For these purposes, students' ongoing narrative study of history provides important support, revealing the larger context. But just as the ongoing narrative study, supported by but not limited to the textbook, provides a meaningful context in which students' inquiries can develop, it is these inquiries themselves that imbue the era with deeper meaning. Hence the importance of providing students documents or other records beyond materials included in the textbook, that will allow students to challenge textbook interpretations, to raise new questions about the event, to investigate the perspectives of those whose voices do not appear in the textbook accounts, or to plumb an issue that the textbook largely or in part bypassed.

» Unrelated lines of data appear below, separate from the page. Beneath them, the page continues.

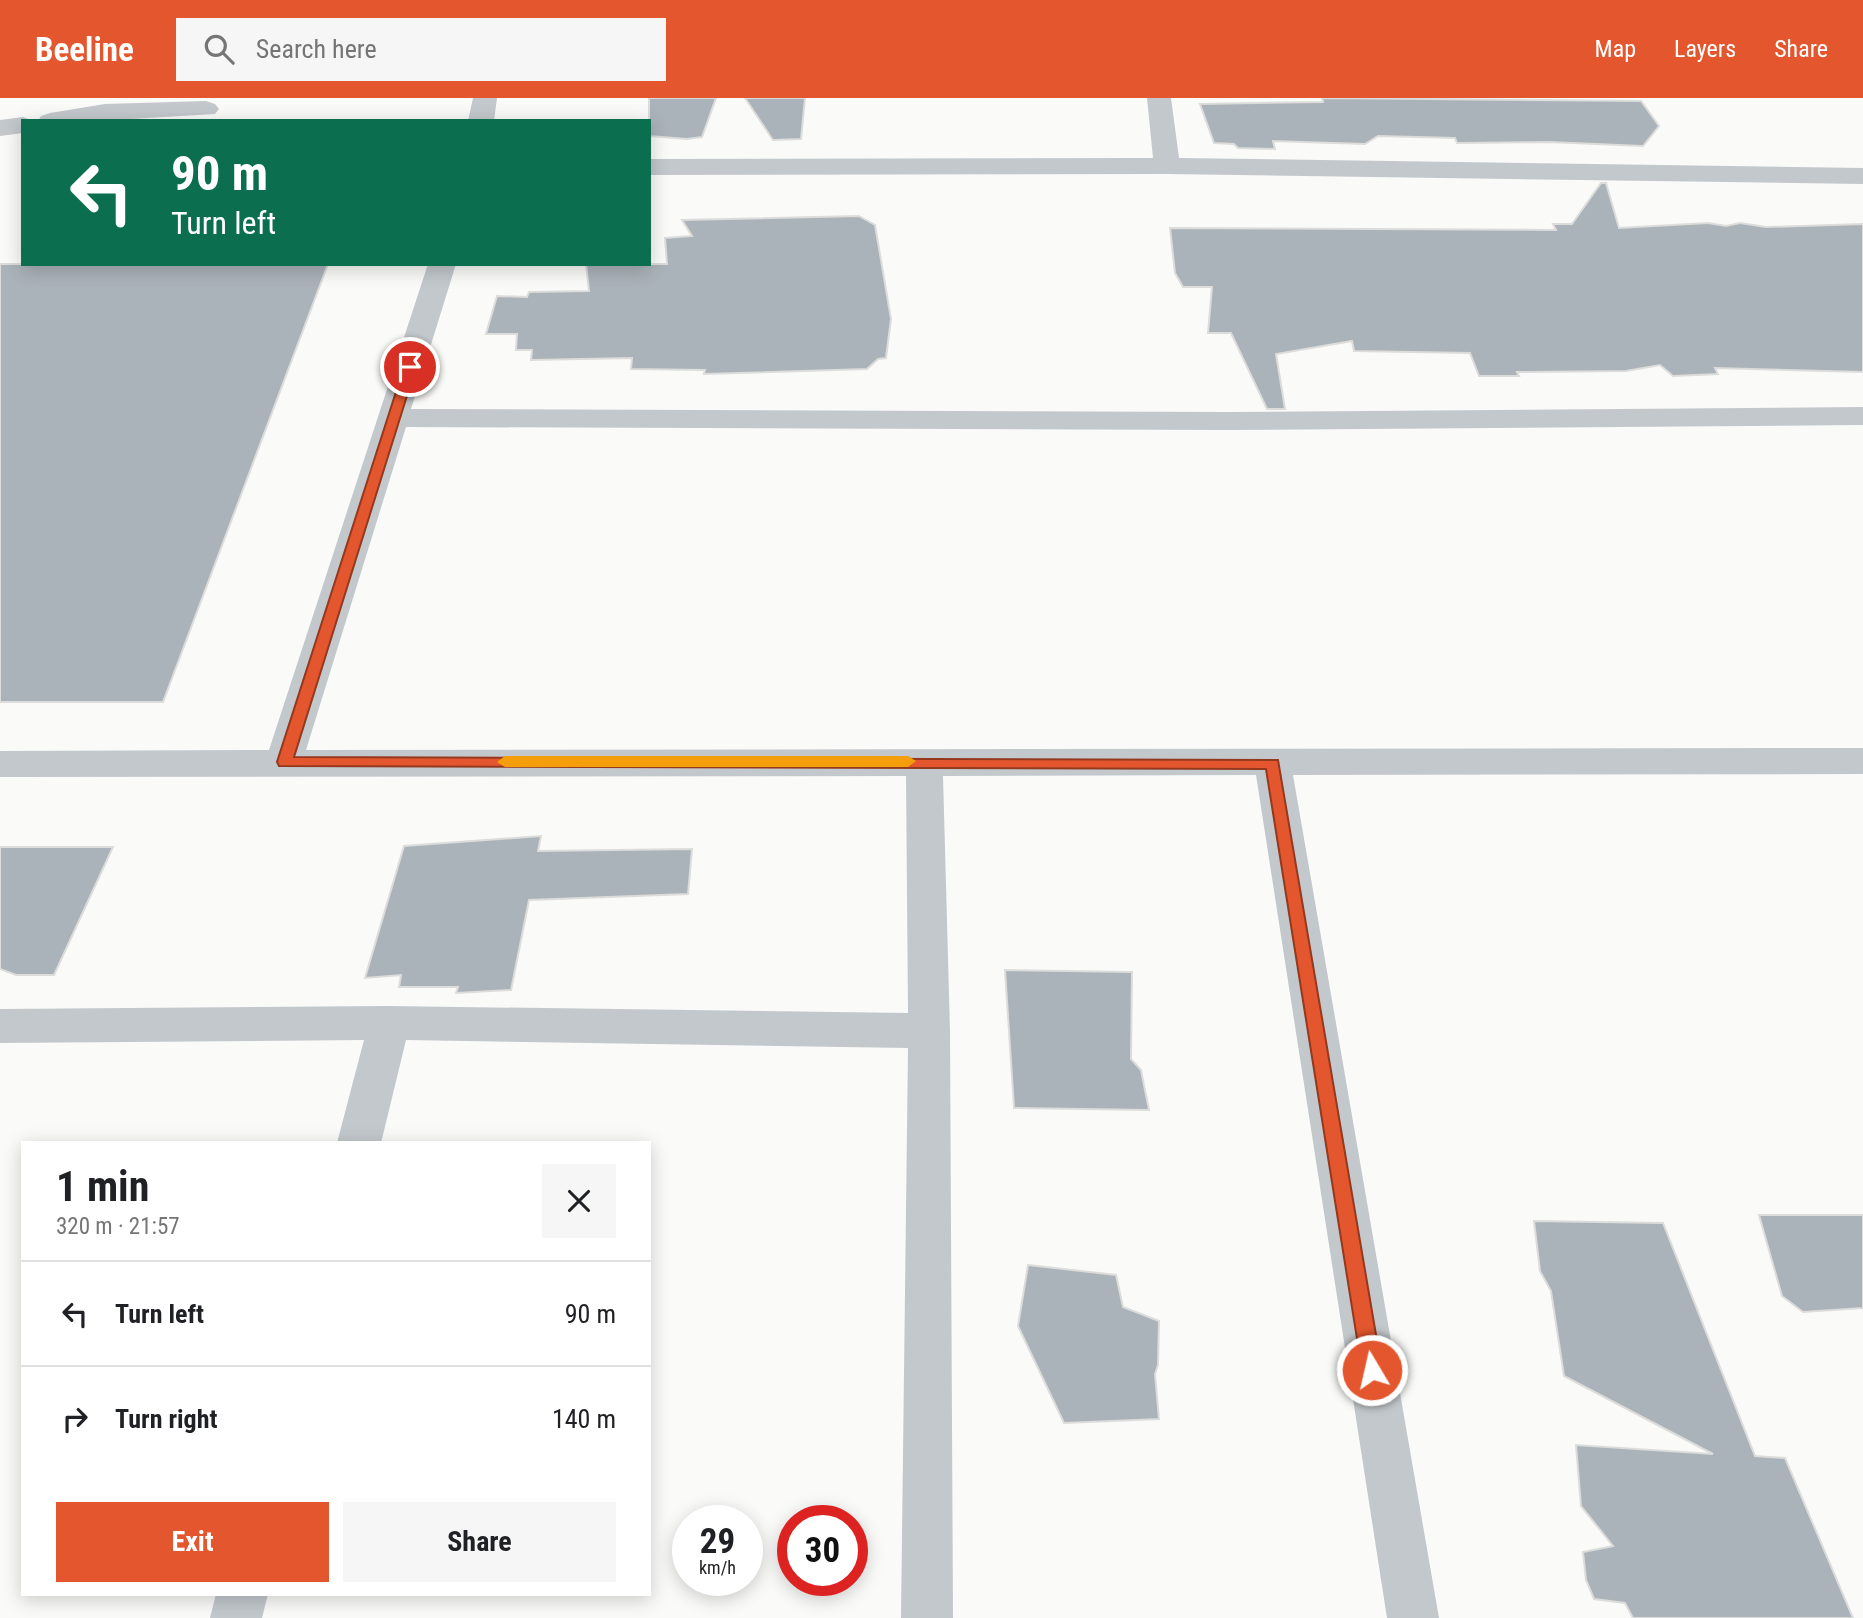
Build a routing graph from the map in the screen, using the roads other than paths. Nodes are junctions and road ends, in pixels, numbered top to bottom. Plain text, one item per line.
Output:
1 (485, 98) edge
2 (1159, 98) edge
3 (206, 108) dead end
4 (64, 119) edge
5 (481, 119) edge
6 (21, 125) edge
7 (0, 128) edge
8 (1167, 166) junction
9 (651, 167) edge
10 (1863, 176) edge
11 (441, 266) edge
12 (1863, 416) edge
13 (394, 418) junction
14 (923, 761) junction
15 (1863, 761) edge
16 (284, 762) junction
17 (0, 764) edge
18 (1273, 764) junction
19 (389, 1023) junction
20 (0, 1026) edge
21 (929, 1031) junction
22 (360, 1141) edge
23 (242, 1596) edge
24 (236, 1618) edge
25 (927, 1618) edge
26 (1413, 1618) edge

1 - 5 street
2 - 8 street
3 - 4 street
6 - 7 street
8 - 9 street
8 - 10 street
11 - 13 street
12 - 13 street
13 - 16 street
14 - 16 street
14 - 18 street
14 - 21 street
15 - 18 street
16 - 17 street
18 - 26 street
19 - 20 street
19 - 21 street
19 - 22 street
21 - 25 street
23 - 24 street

Under these conditions, students will view their inquiries as creative contributions. They will better understand that written history is a human construction, that many judgments about the past are tentative and arguable, and that historians regard their work as critical inquiry, pursued as ongoing explorations and debates with other historians. On the other hand, careful research can resolve cloudy issues from the past and can overturn previous arguments and theses. By their active engagement in historical inquiry, students will learn for themselves why historians are continuously reinterpreting the past, and why new interpretations emerge not only from uncovering new evidence but from rethinking old evidence in the light of new ideas springing up in our own times. Students then can also see why the good historian, like the good teacher, is interested not in manipulation or indoctrination but in acting as an honest messenger from the past--not interested in possessing student's minds but in presenting them with the power to possess their own.

Historical Thinking Standard 4

The student conducts historical research:

Therefore, the student is able to

  • Formulate historical questions from encounters with historical documents, eyewitness accounts, letters, diaries, artifacts, photos, historical sites, art, architecture, and other records from the past.

  • Obtain historical data from a variety of sources, including: library and museum collections, historic sites, historical photos, journals, diaries, eyewitness accounts, newspapers, and the like; documentary films, oral testimony from living witnesses, censuses, tax records, city directories, statistical compilations, and economic indicators.

  • Interrogate historical data by uncovering the social, political, and economic context in which it was created; testing the data source for its credibility, authority, authenticity, internal consistency and completeness; and detecting and evaluating bias, distortion, and propaganda by omission, suppression, or invention of facts.

  • Identify the gaps in the available records and marshal contextual knowledge and perspectives of the time and place in order to elaborate imaginatively upon the evidence, fill in the gaps deductively, and construct a sound historical interpretation.

  • Employ quantitative analysis in order to explore such topics as changes in family size and composition, migration patterns, wealth distribution, and changes in the economy.

  • Support interpretations with historical evidence in order to construct closely reasoned arguments rather than facile opinions.